- [Records supplied]:

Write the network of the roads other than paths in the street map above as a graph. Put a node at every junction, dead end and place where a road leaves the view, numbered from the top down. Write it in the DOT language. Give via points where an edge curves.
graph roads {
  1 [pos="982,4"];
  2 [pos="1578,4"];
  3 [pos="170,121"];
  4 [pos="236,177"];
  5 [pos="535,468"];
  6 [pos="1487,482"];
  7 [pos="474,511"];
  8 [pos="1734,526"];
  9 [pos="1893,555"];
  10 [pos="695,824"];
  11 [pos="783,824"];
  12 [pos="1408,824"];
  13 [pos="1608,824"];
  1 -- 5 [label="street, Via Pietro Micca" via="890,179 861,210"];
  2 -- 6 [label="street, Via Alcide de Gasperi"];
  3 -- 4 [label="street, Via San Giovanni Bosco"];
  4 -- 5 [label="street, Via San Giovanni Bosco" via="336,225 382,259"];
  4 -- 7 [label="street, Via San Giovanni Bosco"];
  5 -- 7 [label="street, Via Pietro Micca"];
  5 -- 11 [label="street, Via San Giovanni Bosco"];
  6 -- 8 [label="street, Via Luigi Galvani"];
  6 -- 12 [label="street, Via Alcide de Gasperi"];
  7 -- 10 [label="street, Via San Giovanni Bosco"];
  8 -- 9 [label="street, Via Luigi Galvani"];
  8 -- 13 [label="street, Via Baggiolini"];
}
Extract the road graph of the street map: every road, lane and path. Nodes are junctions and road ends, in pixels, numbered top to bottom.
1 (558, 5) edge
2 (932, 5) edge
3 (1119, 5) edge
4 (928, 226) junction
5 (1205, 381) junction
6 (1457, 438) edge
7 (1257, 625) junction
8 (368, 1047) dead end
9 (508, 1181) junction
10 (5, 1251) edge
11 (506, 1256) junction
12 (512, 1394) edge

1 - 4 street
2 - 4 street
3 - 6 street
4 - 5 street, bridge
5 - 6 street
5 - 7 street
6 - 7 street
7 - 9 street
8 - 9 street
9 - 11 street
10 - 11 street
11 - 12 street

- [Task goal]: Your answer should be the full set of records above, restated exactly.

- [Task response]:
Write the network of the roads other than paths in the street map above as a graph. Put a node at every junction, dead end and place where a road leaves the view, numbered from the top down. Write it in the DOT language. Give via points where an edge curves.
graph roads {
  1 [pos="982,4"];
  2 [pos="1578,4"];
  3 [pos="170,121"];
  4 [pos="236,177"];
  5 [pos="535,468"];
  6 [pos="1487,482"];
  7 [pos="474,511"];
  8 [pos="1734,526"];
  9 [pos="1893,555"];
  10 [pos="695,824"];
  11 [pos="783,824"];
  12 [pos="1408,824"];
  13 [pos="1608,824"];
  1 -- 5 [label="street, Via Pietro Micca" via="890,179 861,210"];
  2 -- 6 [label="street, Via Alcide de Gasperi"];
  3 -- 4 [label="street, Via San Giovanni Bosco"];
  4 -- 5 [label="street, Via San Giovanni Bosco" via="336,225 382,259"];
  4 -- 7 [label="street, Via San Giovanni Bosco"];
  5 -- 7 [label="street, Via Pietro Micca"];
  5 -- 11 [label="street, Via San Giovanni Bosco"];
  6 -- 8 [label="street, Via Luigi Galvani"];
  6 -- 12 [label="street, Via Alcide de Gasperi"];
  7 -- 10 [label="street, Via San Giovanni Bosco"];
  8 -- 9 [label="street, Via Luigi Galvani"];
  8 -- 13 [label="street, Via Baggiolini"];
}
Extract the road graph of the street map: every road, lane and path. Nodes are junctions and road ends, in pixels, numbered top to bottom.
1 (558, 5) edge
2 (932, 5) edge
3 (1119, 5) edge
4 (928, 226) junction
5 (1205, 381) junction
6 (1457, 438) edge
7 (1257, 625) junction
8 (368, 1047) dead end
9 (508, 1181) junction
10 (5, 1251) edge
11 (506, 1256) junction
12 (512, 1394) edge

1 - 4 street
2 - 4 street
3 - 6 street
4 - 5 street, bridge
5 - 6 street
5 - 7 street
6 - 7 street
7 - 9 street
8 - 9 street
9 - 11 street
10 - 11 street
11 - 12 street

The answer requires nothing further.